Il carbone era una voce importante di quello che potremo definire l’export di queste zone, perché poteva venire facilmente trasportato verso la costa e venduto.
La nostra passeggiata termina qui: torniamo in paese, ma non è ancora il momento dei saluti.
La festa della Castagna e le Raviore
Ogni anno Montegrosso Pian Latte celebra il suo legame con la castagna con tre giorni di manifestazioni, che culminano nella festa finale della seconda domenica di ottobre. Il paese si riempie di visitatori che non vedono l’ora di assaggiare i piatti a base di castagne cucinati dai montegrossini, come le caldarroste, il castagnaccio e le castagne secche bollite nel latte.
L’occasione è ghiotta per degustare, oltre ai prodotti del bosco, anche quelli delle malghe alpine.
La cucina bianca, dal colore dominante delle materie prime utilizzate, è diventata negli ultimi anni una delle attrazioni di queste valli che si incontrano sulle pendici del monte Saccarello. Latticini, farine, porri, aglio, patate, erbe spontanee sono la base di piatti particolari, che non troverete da nessuna altra parte.
Il piatto tipico di Montegrosso Pian Latte sono le Raviore. Si tratta di una specie di fagottini di medie dimensioni a base di farina e acqua. Al loro interno si trova un trito di sole erbe della zona. Ogni famiglia ha la sua ricetta, alcune utilizzano, pensate, venti tipi di erbe diverse.

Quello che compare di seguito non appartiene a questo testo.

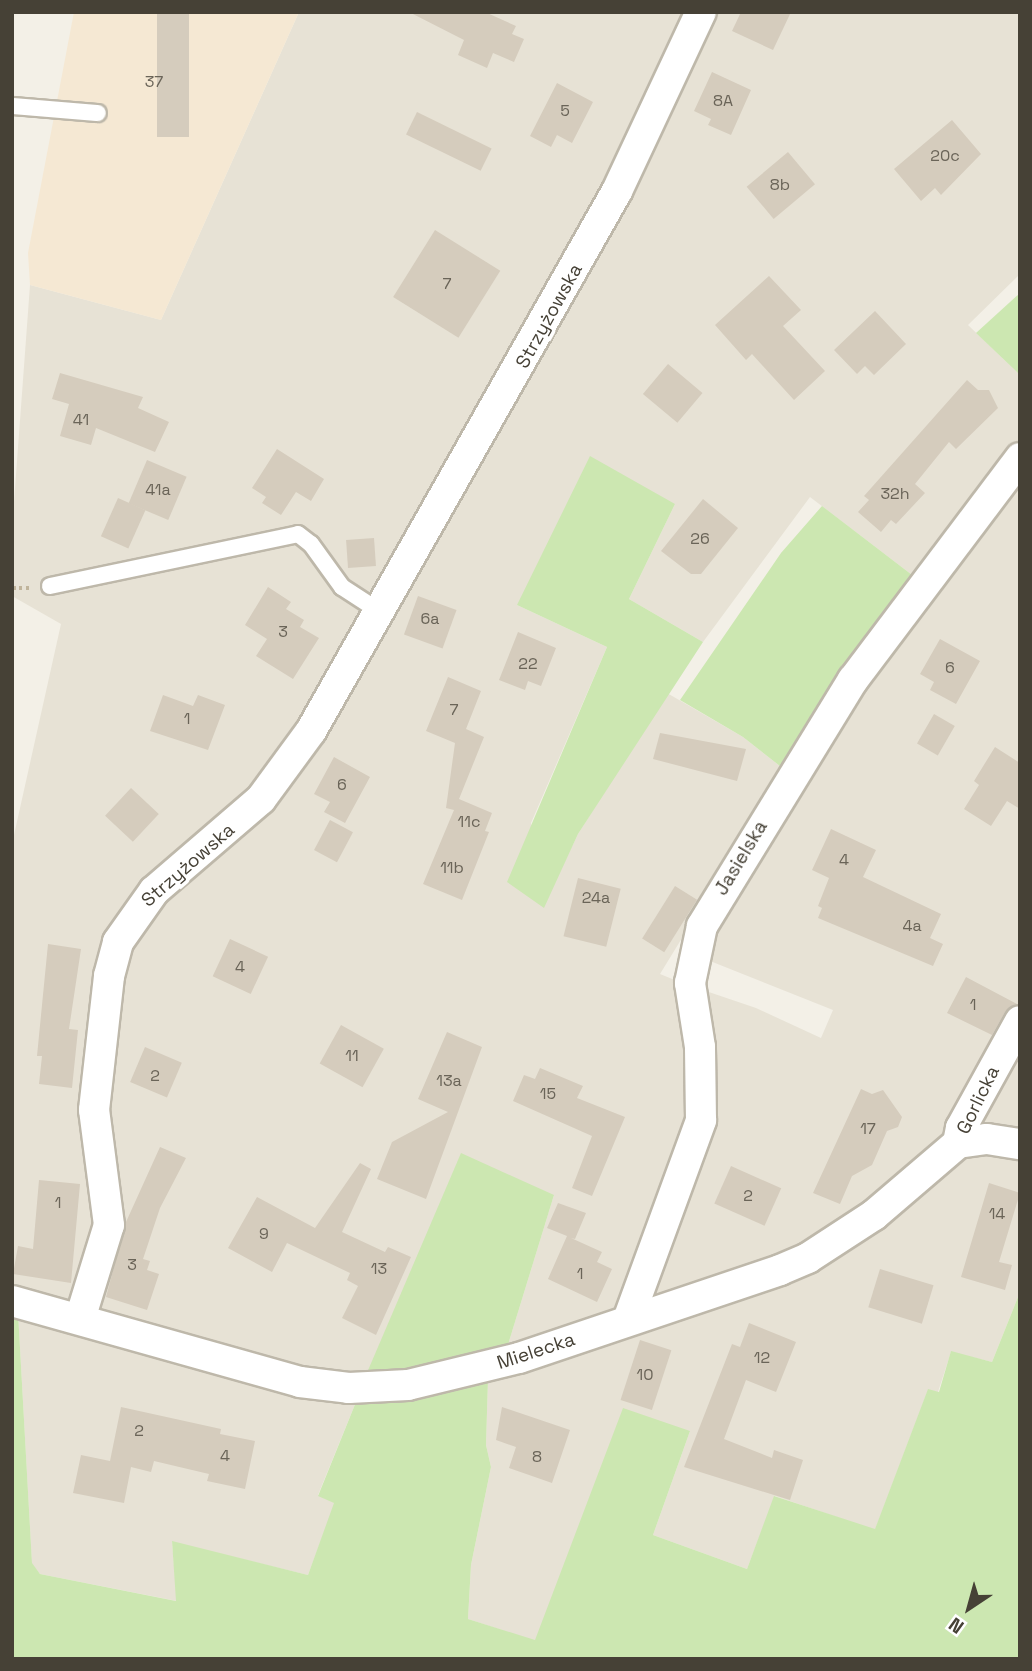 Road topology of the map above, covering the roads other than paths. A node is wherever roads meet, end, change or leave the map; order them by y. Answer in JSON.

In bocca si sente la complessità di questo ripieno, molto fresco e leggermente amaro. Le raviore vengono condite con l’olio extravergine di oliva del Ponente Ligure, perché la sua bassissima acidità non copre il ripieno, o all’antica, con un’emulsione formata da acqua di cottura, burro e pecorino. Anche alle Raviore è dedicata una sagra, nel mese di luglio.
I ristoranti della zona offrono tutto l’anno la possibilità di apprezzare i piatti della cucina bianca. Il chilometro zero di molti prodotti permette un rapporto qualità prezzo a dir poco eccezionale.
Oltre a scoprire il mondo del bosco e della cucina bianca, a Montegrosso Pian Latte potrete divertirvi con escursioni, che di inverno con la neve diventeranno ciaspolate, e percorsi in mountain bike.
Vi invito a fare un salto a Montegrosso Pian Latte per rendervi conto personalmente delle attrattive del suo territorio. Vi divertirete, assaggerete prodotti di altissimo livello, passerete ore serene in compagnia di persone che amano la loro terra e non vedono l’ora di farvela conoscere.
Ora siamo davvero arrivati al momento dei saluti… grazie per il vostro tempo, ci sentiamo presto! Nel frattempo non dimenticate di scaricare la guida gratuita del blog e di iscrivervi alla newsletter.
Buona Liguria.
Link utili:
http://www.comune.montegrossopianlatte.im.it/
come al solito hai descritto in modo semplice
e molto preciso un altro dei meravigliosi angoli della nostra Liguria
Grazie Gian Franco. I complimenti da chi si batte in prima linea per difendere questi posti, come voi di Valloria, mi fanno doppiamente piacere.
Complimenti per il risalto che avete dato a questi bellissimi posti, e un bravo a chi l’ha scritto,
Saluti
Ti ringrazio Fabrizio. Non voglio fare il modesto ma sto davvero trovando storie talmente interessanti che quasi si raccontano da sole.